▶ **ACTION ITEM**:
Using the data below, count the lines where "VIJESTI" appears, and answer with the number alone.

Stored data

····················

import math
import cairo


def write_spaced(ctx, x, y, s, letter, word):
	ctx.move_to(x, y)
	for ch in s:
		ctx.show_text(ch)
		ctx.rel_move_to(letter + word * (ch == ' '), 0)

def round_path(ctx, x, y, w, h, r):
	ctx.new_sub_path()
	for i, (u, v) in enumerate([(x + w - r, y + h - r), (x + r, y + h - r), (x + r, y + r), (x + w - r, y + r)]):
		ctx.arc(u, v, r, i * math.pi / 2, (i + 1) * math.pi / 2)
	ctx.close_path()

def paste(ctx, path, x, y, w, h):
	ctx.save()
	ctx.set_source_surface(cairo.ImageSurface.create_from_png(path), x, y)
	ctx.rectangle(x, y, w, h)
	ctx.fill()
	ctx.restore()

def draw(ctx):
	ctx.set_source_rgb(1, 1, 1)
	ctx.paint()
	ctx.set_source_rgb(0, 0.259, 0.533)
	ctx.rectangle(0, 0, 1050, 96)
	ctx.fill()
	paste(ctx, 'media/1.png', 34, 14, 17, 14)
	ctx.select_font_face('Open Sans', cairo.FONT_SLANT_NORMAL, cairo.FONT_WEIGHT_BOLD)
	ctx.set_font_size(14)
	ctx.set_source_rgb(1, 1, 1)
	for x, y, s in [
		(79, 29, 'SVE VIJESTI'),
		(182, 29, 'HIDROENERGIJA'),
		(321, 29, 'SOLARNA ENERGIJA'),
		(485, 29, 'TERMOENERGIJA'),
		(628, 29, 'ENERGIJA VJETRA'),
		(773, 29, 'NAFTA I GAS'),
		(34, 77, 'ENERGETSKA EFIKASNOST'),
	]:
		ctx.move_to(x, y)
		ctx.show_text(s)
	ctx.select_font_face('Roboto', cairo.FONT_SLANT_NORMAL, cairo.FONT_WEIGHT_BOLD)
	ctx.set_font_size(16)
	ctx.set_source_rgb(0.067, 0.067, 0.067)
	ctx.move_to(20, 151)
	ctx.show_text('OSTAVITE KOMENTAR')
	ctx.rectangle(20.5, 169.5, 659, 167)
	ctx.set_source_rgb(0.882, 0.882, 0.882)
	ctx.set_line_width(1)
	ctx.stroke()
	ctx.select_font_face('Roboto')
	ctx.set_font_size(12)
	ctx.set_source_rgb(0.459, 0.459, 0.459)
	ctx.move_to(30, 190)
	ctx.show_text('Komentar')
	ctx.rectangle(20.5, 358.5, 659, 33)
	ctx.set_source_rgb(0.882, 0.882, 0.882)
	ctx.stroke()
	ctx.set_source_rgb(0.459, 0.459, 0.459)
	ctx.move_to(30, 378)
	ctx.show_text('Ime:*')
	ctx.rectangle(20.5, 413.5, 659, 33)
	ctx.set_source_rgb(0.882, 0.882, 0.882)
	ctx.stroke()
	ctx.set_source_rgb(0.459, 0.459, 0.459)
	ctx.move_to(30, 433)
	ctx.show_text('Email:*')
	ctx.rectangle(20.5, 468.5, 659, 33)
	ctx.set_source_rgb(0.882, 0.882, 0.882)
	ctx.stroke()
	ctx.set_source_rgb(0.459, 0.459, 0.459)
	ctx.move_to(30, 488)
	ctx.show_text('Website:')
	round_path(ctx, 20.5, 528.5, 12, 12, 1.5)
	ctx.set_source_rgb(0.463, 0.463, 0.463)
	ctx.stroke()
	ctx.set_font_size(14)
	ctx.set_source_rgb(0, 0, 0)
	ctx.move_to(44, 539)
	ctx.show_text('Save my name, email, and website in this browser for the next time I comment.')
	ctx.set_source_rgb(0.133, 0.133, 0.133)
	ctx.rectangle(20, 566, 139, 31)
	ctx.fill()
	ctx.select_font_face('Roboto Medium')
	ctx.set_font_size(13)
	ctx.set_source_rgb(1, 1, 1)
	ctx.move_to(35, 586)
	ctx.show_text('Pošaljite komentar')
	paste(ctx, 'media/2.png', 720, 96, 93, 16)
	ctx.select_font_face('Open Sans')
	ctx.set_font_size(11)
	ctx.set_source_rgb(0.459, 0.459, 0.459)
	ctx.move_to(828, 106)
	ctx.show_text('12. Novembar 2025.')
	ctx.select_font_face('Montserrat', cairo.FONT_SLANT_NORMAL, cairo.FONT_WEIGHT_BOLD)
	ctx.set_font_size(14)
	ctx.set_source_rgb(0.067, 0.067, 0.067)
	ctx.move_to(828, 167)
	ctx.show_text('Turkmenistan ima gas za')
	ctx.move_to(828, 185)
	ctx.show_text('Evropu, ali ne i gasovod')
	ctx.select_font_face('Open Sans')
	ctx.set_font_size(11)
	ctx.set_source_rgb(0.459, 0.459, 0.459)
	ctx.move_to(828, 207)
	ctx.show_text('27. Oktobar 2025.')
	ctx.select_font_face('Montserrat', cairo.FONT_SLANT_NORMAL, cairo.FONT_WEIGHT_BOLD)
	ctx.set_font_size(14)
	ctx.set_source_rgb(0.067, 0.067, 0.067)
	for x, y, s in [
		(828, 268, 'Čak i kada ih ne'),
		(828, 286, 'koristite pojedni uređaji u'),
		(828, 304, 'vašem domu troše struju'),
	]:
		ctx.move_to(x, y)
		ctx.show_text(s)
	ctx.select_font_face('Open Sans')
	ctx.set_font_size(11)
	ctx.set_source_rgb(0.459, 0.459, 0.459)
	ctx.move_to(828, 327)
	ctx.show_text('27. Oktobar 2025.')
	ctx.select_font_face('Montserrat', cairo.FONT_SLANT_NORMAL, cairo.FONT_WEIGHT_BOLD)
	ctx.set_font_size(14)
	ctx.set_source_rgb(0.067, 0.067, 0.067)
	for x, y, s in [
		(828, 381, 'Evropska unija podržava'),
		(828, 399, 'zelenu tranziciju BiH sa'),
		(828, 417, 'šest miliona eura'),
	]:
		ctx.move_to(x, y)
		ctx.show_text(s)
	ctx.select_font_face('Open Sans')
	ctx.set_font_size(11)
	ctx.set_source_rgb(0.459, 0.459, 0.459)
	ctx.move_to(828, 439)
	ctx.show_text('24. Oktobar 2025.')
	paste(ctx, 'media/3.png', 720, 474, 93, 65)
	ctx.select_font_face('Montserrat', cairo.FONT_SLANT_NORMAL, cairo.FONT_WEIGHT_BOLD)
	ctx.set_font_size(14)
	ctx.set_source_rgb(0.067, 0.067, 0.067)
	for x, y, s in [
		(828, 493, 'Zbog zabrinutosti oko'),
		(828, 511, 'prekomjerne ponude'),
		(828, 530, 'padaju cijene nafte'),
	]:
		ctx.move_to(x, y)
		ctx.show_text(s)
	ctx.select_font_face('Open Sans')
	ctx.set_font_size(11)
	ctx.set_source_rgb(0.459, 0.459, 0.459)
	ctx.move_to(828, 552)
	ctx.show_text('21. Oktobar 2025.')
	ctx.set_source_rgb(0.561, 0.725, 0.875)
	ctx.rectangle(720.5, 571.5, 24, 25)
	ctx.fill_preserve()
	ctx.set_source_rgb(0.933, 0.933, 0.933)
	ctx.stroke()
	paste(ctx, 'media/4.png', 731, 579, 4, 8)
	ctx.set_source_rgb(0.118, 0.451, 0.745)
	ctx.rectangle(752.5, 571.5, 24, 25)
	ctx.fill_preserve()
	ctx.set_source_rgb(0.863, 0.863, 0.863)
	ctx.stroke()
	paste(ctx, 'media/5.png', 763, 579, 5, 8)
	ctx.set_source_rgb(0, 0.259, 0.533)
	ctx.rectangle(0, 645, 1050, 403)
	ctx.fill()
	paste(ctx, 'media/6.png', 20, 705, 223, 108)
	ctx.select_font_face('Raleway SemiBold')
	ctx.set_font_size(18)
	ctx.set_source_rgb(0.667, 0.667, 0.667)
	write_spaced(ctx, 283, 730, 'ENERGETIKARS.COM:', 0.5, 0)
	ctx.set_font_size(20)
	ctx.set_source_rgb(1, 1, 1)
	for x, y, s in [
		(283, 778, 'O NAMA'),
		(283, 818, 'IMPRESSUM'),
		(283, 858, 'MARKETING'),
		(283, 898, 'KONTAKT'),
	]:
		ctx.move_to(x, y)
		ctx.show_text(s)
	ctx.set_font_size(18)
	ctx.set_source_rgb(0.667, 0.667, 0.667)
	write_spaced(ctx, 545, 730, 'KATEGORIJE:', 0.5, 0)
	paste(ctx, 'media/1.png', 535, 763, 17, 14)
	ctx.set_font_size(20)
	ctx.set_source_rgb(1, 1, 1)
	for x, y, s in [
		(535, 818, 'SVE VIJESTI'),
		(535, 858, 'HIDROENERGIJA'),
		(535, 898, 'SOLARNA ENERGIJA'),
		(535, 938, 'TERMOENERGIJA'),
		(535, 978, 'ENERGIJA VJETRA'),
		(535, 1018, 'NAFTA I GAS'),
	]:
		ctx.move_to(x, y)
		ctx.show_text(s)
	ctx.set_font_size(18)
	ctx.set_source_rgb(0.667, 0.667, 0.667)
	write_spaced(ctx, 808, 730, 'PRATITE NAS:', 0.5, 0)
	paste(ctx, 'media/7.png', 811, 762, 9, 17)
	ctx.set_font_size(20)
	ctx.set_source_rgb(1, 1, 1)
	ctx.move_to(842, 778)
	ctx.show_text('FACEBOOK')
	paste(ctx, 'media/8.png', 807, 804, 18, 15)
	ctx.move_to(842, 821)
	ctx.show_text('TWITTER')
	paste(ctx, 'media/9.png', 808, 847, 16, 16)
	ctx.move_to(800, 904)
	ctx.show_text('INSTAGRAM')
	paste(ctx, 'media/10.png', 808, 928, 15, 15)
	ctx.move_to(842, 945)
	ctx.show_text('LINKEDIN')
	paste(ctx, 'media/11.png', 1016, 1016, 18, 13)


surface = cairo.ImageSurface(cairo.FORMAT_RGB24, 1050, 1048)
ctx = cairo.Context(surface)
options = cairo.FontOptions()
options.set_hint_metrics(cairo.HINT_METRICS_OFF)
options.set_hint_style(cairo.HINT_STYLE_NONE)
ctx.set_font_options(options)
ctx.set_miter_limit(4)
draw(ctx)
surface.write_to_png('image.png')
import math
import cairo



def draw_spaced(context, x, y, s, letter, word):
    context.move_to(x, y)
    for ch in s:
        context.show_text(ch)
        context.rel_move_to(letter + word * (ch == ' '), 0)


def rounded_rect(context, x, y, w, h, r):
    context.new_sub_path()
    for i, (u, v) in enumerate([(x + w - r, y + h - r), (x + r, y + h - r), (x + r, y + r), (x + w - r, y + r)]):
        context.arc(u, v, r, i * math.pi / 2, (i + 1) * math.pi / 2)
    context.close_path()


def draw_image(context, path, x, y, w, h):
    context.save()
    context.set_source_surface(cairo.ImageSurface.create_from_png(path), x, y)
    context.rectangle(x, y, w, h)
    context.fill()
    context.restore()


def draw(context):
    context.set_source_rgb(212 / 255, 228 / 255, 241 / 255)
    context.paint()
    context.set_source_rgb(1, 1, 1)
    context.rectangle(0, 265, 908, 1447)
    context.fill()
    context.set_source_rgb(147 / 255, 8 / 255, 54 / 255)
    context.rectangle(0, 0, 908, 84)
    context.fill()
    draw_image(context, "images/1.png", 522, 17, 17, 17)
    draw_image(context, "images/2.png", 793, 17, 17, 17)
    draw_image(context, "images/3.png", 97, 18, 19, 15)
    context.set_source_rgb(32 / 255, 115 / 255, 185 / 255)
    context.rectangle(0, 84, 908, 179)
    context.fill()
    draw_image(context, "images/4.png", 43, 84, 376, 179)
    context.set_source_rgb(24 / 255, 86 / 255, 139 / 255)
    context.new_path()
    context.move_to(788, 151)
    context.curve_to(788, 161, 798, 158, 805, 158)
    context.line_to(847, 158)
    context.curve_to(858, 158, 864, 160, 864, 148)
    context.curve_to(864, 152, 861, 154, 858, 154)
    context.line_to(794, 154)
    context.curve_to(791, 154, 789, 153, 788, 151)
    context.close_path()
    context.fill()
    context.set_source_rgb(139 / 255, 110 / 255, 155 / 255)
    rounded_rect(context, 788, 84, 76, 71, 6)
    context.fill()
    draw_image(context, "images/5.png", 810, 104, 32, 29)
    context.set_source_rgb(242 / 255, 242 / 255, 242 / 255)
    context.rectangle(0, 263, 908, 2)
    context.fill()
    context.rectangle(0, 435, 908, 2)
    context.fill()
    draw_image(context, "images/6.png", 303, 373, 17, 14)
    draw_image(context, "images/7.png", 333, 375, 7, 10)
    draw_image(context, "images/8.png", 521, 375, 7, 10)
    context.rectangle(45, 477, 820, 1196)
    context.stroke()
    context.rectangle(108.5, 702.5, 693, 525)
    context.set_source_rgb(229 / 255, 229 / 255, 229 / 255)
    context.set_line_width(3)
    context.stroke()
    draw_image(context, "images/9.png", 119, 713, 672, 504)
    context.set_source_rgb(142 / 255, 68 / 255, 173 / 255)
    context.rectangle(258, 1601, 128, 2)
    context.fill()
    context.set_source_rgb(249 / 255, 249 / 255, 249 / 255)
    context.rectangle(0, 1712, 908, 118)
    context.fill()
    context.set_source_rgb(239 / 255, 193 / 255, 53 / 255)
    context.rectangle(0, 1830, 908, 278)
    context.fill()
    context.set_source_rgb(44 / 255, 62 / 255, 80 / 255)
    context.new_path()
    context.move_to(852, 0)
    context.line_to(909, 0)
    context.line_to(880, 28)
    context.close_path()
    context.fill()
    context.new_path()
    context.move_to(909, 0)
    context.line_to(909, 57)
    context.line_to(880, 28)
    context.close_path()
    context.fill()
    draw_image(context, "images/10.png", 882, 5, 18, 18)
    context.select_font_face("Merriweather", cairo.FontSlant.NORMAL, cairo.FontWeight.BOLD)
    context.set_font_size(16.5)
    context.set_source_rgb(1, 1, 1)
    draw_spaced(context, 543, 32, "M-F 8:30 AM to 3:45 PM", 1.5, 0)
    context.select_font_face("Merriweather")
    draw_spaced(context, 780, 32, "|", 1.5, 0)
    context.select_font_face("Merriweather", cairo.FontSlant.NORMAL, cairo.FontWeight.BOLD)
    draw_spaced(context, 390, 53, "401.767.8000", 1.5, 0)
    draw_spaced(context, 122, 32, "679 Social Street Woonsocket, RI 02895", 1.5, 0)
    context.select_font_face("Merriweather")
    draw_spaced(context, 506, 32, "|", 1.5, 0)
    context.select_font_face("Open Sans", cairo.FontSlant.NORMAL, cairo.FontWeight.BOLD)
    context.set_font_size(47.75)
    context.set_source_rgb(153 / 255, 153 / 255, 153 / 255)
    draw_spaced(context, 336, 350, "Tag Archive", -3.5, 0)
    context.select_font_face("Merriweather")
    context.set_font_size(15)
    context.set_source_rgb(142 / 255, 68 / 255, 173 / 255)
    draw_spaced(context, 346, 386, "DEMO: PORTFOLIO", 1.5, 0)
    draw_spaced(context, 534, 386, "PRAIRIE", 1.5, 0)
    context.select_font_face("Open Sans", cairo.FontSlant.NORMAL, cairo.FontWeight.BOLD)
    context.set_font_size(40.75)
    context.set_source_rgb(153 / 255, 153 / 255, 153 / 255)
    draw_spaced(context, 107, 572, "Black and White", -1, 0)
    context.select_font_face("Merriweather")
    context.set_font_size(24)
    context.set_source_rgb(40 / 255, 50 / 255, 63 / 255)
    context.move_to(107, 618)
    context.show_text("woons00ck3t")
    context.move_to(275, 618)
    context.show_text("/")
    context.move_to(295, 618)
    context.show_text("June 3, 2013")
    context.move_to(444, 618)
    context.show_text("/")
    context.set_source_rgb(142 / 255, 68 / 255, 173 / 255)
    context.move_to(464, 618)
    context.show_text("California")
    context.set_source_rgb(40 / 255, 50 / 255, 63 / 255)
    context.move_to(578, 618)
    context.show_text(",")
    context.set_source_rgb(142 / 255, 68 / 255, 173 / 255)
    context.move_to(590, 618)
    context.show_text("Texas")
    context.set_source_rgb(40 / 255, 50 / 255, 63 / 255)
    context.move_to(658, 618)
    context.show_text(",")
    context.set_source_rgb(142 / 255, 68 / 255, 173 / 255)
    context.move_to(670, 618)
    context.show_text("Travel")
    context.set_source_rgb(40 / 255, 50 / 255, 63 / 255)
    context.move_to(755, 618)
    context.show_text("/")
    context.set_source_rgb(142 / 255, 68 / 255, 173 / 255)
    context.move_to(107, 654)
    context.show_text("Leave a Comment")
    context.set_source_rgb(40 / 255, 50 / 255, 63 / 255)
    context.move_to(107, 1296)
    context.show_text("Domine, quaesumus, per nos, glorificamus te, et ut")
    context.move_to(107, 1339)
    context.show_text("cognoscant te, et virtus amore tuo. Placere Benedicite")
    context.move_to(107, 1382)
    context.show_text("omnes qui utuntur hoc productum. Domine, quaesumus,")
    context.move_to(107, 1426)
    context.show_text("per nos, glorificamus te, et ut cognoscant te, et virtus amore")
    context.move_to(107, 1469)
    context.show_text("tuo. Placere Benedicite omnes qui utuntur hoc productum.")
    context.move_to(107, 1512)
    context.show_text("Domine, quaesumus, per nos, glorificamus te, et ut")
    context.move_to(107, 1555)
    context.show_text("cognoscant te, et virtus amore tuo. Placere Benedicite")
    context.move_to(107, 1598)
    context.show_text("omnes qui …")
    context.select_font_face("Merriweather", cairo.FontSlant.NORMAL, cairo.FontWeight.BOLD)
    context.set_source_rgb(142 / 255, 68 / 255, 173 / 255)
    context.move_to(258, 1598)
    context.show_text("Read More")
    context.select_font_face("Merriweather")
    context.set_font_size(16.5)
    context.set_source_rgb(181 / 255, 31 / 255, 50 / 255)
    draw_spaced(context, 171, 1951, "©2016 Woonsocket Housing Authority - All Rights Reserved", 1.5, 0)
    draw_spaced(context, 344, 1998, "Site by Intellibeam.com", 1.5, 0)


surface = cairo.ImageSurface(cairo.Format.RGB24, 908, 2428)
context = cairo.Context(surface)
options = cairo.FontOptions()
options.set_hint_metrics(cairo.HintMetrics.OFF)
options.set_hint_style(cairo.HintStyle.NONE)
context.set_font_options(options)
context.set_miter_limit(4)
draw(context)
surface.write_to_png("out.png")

····················

▶ **COMPLETED TASK**:
2